# Does your hav smell like dog?



## unjugetito (Jan 2, 2011)

:biggrin1: I know funny question but my first hav never smells like a dog but I can actually smell Oreo when he walk into a room. It's not offensive it's just that doggy smell unless he's wet and then he smells like wet dog ound: Vanilla does not smell at all unless she's taken the liberty of rolling around in something outside LOL
So I'm just wondering which is normal? dog smell or not Or maybe it's a boy /girl thing? :biggrin1:


----------



## Luciledodd (Sep 5, 2009)

Before my surgery when Rosie got a bath and frequent brushing, Rosie never smelled like a dog. After surgery, she smells like a dog. It has been three weeks since I sent her to the groomers and her grandmother lets her out in the back yard to play several times a day and she is sorta dingy white and black and smells like a dog. Rosie doesn't care, in fact she is right proud of her self. She rolls in the same dust that the chickens roll in--her latest trick. The chickens have become her best friends. Actually, she may smell like a chicken. I may have to send her to the groomer this week.


----------



## whimsy (Apr 3, 2010)

No...Whimsy doesn't smell like a dog. I groom her everyday and I would certainly notice. 
She gets a bath every other week. Sometimes when we have been outside and come in she smells like "outside", but so did my kids when they were little LOL! (She sleeps with me so I need her to smell nice.) I have no idea if it is a boy/ girl thing. I'm sure someone will come along and be able to give you a good answer.


----------



## motherslittlehelper (Mar 18, 2010)

Ahhh, Lucile, you are sounding more like the old Lucile!!  I'll bet Rosie is in seventh heaven to roll in the chicken dust!

The only time Augie smells 'doggy' is after he has been to doggy day care and plays with other dogs. Otherwise, he NEVER smells doggy. Even when he hasn't had a bath in over a month. He does get foot baths more often than that.
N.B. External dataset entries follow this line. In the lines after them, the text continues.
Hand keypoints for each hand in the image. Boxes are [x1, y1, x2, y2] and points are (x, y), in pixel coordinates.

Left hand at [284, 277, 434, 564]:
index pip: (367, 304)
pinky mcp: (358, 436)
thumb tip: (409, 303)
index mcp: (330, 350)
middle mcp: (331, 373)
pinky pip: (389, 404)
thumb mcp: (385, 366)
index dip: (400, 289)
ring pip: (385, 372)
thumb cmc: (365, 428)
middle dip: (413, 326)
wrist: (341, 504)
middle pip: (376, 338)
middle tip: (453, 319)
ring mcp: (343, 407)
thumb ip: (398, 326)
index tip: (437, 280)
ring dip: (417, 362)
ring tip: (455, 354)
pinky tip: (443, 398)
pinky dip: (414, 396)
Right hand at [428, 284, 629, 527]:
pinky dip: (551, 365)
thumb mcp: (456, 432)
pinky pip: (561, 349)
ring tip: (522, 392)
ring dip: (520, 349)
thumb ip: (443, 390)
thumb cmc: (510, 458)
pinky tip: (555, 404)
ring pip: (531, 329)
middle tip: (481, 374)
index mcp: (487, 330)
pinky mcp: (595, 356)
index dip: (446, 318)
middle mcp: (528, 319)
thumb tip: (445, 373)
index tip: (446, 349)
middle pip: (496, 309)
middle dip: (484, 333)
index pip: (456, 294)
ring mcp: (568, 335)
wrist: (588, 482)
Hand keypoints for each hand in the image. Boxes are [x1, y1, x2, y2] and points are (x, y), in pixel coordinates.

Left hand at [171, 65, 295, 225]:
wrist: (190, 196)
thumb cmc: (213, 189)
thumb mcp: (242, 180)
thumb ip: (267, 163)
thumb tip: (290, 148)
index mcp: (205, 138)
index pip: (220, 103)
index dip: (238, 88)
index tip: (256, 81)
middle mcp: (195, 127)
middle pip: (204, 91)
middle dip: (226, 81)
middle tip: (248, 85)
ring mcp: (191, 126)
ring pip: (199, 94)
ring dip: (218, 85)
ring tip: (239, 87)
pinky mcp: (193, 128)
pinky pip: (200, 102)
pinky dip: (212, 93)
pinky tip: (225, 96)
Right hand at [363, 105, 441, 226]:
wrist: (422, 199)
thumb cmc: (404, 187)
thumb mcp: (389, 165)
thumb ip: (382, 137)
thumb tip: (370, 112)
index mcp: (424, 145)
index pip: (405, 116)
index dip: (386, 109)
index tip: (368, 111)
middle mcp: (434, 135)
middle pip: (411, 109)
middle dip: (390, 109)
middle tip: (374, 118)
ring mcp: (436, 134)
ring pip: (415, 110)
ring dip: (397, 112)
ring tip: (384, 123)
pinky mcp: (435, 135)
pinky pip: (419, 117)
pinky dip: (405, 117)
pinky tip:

Or, maybe I am just losing my sense of smell....


----------



## The Laughing Magpie (Aug 20, 2009)

Neither of my Havs smell unless they roll in something. For awhile we had a Racoon marking in our yard and Yogi rolled in it!!!!! Yuck!!!! 

Lucile, You are sounding more like the old you!!!!


----------



## Ditto's Mom (Apr 29, 2007)

Neither of my boys have an smell unless they happen to roll in something.


----------



## TilliesMom (Sep 30, 2010)

If Tillie goes more than 2 weeks and she has been outside or around other dogs she will get that doggie smell... so I try to keep on top of it with her baths and grooming, cause the whole NO doggie smell thing was one of the factors that influenced us to get a Hav! LOL I have a VERY sensitive nose!!


----------



## clare (Feb 6, 2010)

Our pups don't smell too bad,they are bathed every 6 to 8 weeks,but brushed regularly.


----------



## krandall (Jun 11, 2009)

Luciledodd said:


> Before my surgery when Rosie got a bath and frequent brushing, Rosie never smelled like a dog. After surgery, she smells like a dog. It has been three weeks since I sent her to the groomers and her grandmother lets her out in the back yard to play several times a day and she is sorta dingy white and black and smells like a dog. Rosie doesn't care, in fact she is right proud of her self. She rolls in the same dust that the chickens roll in--her latest trick. The chickens have become her best friends. Actually, she may smell like a chicken. I may have to send her to the groomer this week.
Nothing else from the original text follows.